Сююн-Бике аккуратно свернула грамоту и посмотрела на посла.
– Знал ли ты, что в ней написано, гяур? – спросила она строго.
– Знал, государыня, – печально сознался посол. – Я это письмо писал со слов царя нашего Ивана Васильевича… Ты меня, видно, царица, не припомнишь, а я ведь у твоего супруга покойного, царствие ему небесное, у Сафа-Гирея, толмачом был. В зиндане сидел, смерти дожидался, а после кончины хана помилование получил. Сафа-Гирей отпускную всем дал. Настоящий хан был!.. Упокой, Господь, его душу, – поднял он руку, чтобы наложить на себя крестное знамение, но удержался под строгим взглядом Сююн-Бике. Только и уперлись глаза в белый свод.
– Знал ли ты, гяур, что это послание оскорбляет не только меня, но и всех казанцев?
– Знал, царица. Только на то не моя воля, а самодержца.
– Знал ли ты, что, быть может, шел на смерть? – не удержался от вопроса улан Кучак.
– Знал, – выдохнул бывший толмач.
– И, несмотря на все это, ты решил идти? – удивилась Сююн-Бике.
– Я – чадо государево, царица, – отвечал посол. – Мое ремесло ратное, а значит, и к смерти должен быть привычен.
– Письмо, которое ты принес, зовет нас в неволю.
– Но только ли неволю несет оно, государыня? Эта грамота может освободить многих христиан от полона. Я сам был рабом в вашем юрте. Незавидная это участь.
– Мы не поймем друг друга, – холодно отвечала Сююн-Бике. В ней проснулась кровь чингизидов, а стало быть, кровь победителей. – Но я вижу, что ты настоящий воин… Твоя смелость внушает уважение. Проси что хочешь, я постараюсь исполнить твое последнее желание. Может, ты хочешь написать жене?
– У меня нет жены, царица. Я прошу одного… живота.
– Вывести его за стены Казани, и пускай идет куда хочет, – повернулась бике к страже. Чингизиды могут не только проливать кровь, они могут быть и великодушными.
Отход
Ночью царев полк и большой полк касимовских татар под началом Шах-Али снялись в самый ливень со своих биваков и двинулись в обратную дорогу, к Москве.
Царь изрядно продрог и согревался сладкой медовухой, черпая ее серебряным чеканным ковшом прямо из бадьи.
– Трогаемся! – наказал государь воеводе Микулинскому и, помолившись напоследок Спасительному образу в домовой церкви, смахнул в умилении слезу с похудевшего лица. – Теперь к Нижнему, а оттуда в Москву! – махнул он рукой.
Стольничий уже был наготове – держа под уздцы молодого вороного коня, осмелился посоветовать:
– Государь-батюшка, поосторожнее бы!

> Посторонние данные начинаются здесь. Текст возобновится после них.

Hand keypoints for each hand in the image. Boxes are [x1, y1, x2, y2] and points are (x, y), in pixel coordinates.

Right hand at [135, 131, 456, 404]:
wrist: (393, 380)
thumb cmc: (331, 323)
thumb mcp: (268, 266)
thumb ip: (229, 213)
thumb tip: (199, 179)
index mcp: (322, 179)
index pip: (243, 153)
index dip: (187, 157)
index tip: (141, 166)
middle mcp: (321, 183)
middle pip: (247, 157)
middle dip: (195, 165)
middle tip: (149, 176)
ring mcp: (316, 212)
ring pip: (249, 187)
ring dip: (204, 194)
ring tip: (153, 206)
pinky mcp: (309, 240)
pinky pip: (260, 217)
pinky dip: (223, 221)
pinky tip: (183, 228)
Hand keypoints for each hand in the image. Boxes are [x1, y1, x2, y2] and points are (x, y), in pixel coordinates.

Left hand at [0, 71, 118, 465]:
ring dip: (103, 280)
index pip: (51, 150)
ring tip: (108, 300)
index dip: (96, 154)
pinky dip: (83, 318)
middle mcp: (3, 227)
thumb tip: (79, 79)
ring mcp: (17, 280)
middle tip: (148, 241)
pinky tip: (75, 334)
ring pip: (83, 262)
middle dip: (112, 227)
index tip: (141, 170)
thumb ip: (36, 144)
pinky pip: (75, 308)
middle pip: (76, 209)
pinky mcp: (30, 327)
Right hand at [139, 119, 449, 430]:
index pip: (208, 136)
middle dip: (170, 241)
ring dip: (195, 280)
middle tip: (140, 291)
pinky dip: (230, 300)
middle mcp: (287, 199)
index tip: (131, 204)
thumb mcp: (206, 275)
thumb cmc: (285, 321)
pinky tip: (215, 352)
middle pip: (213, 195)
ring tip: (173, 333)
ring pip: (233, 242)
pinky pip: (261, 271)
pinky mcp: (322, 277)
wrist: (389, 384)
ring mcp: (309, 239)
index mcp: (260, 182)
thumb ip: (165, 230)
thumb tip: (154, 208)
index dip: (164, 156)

Конь-то уж больно горяч!
Другой стольничий подставлял под ноги государевы скамью.
– Пшел прочь! – отпихнул он от себя холопа. – Сам заберусь!
Царь проворно сел на коня, а жеребец нетерпеливо переступал стройными ногами, месил копытами грязный талый снег.

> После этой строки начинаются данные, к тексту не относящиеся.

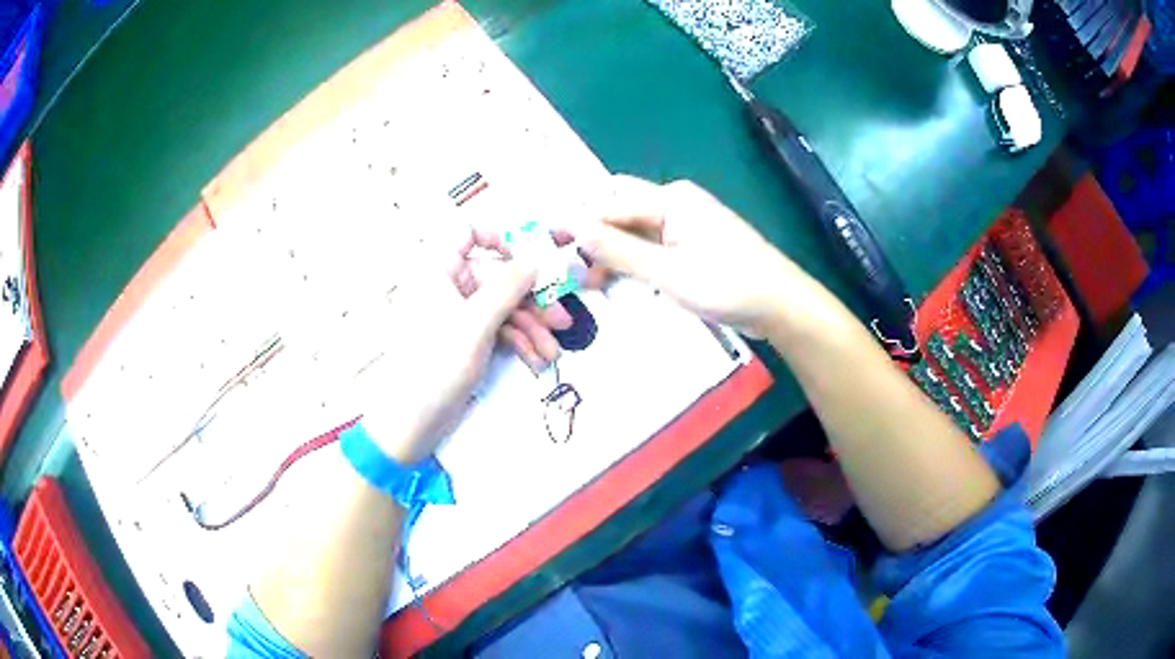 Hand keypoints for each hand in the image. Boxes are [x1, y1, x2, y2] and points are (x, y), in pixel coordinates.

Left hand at [358, 230, 543, 461]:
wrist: (412, 421)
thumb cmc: (436, 364)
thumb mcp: (476, 323)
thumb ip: (509, 286)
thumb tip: (538, 257)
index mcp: (438, 269)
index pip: (467, 232)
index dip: (499, 238)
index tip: (529, 259)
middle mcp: (448, 285)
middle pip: (497, 277)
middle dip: (531, 300)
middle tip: (562, 320)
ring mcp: (458, 314)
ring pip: (503, 306)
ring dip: (531, 328)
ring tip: (552, 352)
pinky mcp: (466, 339)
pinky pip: (498, 329)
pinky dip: (518, 343)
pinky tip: (536, 361)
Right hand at [578, 175, 798, 334]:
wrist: (781, 305)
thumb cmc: (729, 285)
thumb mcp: (669, 272)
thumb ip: (619, 250)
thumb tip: (571, 226)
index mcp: (671, 199)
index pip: (610, 204)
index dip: (578, 226)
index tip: (549, 251)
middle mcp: (676, 203)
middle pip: (621, 212)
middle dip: (594, 236)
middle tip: (571, 269)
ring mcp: (686, 225)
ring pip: (635, 232)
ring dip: (612, 253)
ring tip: (589, 284)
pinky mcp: (693, 247)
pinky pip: (652, 247)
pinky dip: (633, 262)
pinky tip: (619, 282)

– Стой, шальной! – Конь, почуяв уверенную руку хозяина, громко и трепетно заржал, догадываясь о предстоящей дальней дороге. – А ты, стольничий, зови ко мне царя Шах-Али. Мне с ним переговорить надобно.
Ратники, будто бы и в неохотку, сворачивали знамена, а потом полк за полком уходили вверх по Волге в сторону Нижнего Новгорода. Вокруг, у самого леса, где совсем еще недавно было тесно от шатров, сделалось привольно. Только раздавались команды сотников и тысяцких да многошумно распоряжался вездесущий Адашев:
– Быстрее! Государев полк уже в пути.
Дольше всех оставалась стоять на Казанской земле домовая государева церковь. Полукруглый Христовый купол с крестом на самой вершине словно поглядывал, что происходит вокруг. Полки снимались со своих мест, разбирали пушки, навьючивали их на усталых исхудавших лошадей и с матерком подгоняли в обратную дорогу.

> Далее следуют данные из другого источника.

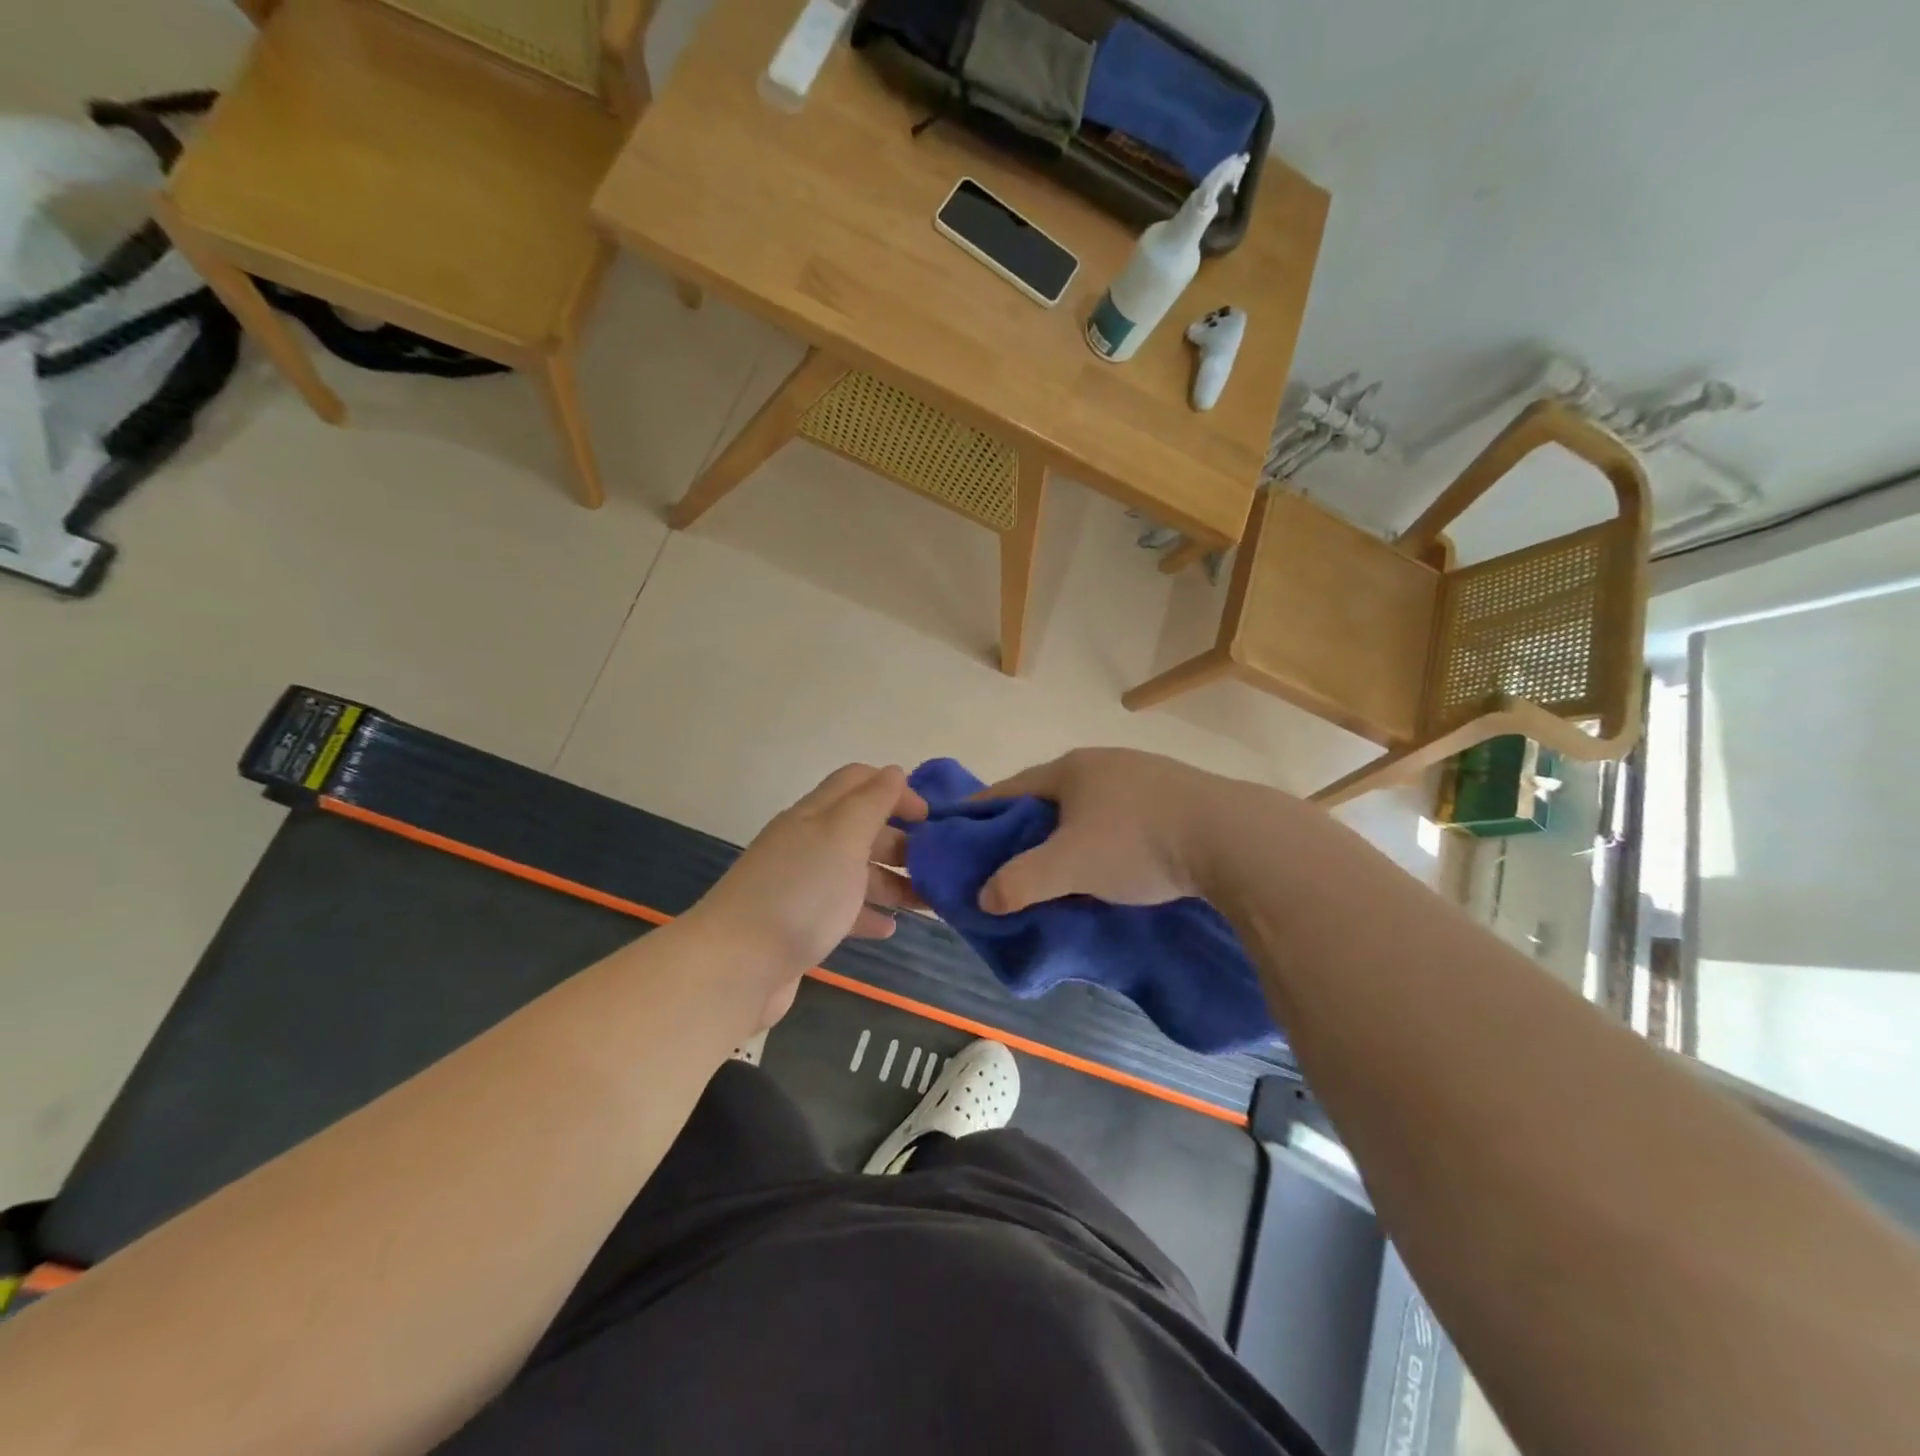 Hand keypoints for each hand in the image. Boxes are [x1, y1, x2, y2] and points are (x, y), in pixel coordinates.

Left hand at [688, 765, 926, 1027]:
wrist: (736, 966)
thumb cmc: (800, 893)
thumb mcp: (842, 837)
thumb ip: (871, 802)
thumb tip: (894, 772)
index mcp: (816, 815)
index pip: (859, 782)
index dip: (897, 790)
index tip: (931, 818)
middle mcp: (807, 844)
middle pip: (861, 828)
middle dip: (901, 840)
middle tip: (938, 864)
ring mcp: (802, 886)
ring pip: (856, 872)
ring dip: (893, 880)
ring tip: (929, 901)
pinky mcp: (800, 925)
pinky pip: (842, 911)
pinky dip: (868, 914)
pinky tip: (890, 928)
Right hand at [975, 749, 1233, 912]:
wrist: (1232, 837)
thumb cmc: (1137, 842)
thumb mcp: (1069, 866)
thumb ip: (1020, 882)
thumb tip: (983, 897)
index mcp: (1070, 769)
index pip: (1010, 788)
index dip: (982, 811)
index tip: (961, 833)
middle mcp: (1104, 761)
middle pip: (1050, 795)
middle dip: (1027, 825)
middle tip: (1010, 859)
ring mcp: (1144, 773)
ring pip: (1090, 804)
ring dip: (1070, 831)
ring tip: (1062, 865)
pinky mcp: (1176, 793)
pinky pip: (1124, 813)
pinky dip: (1106, 834)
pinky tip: (1115, 859)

– А с церковью-то что делать? – спросил князь Мстиславский пробегавшего мимо окольничего Адашева.
Алексей Федорович остановился, глянул на деревянное хрупкое строение – оплот Христовой веры на Казанской земле. А потом, в сердцах махнув рукой, приказал:
– Разобрать ее надо… С собой в Москву увезем! Иначе запалят ее здесь.
Церковь разобрали скоро, и, скрипнув колесами, поезд тронулся.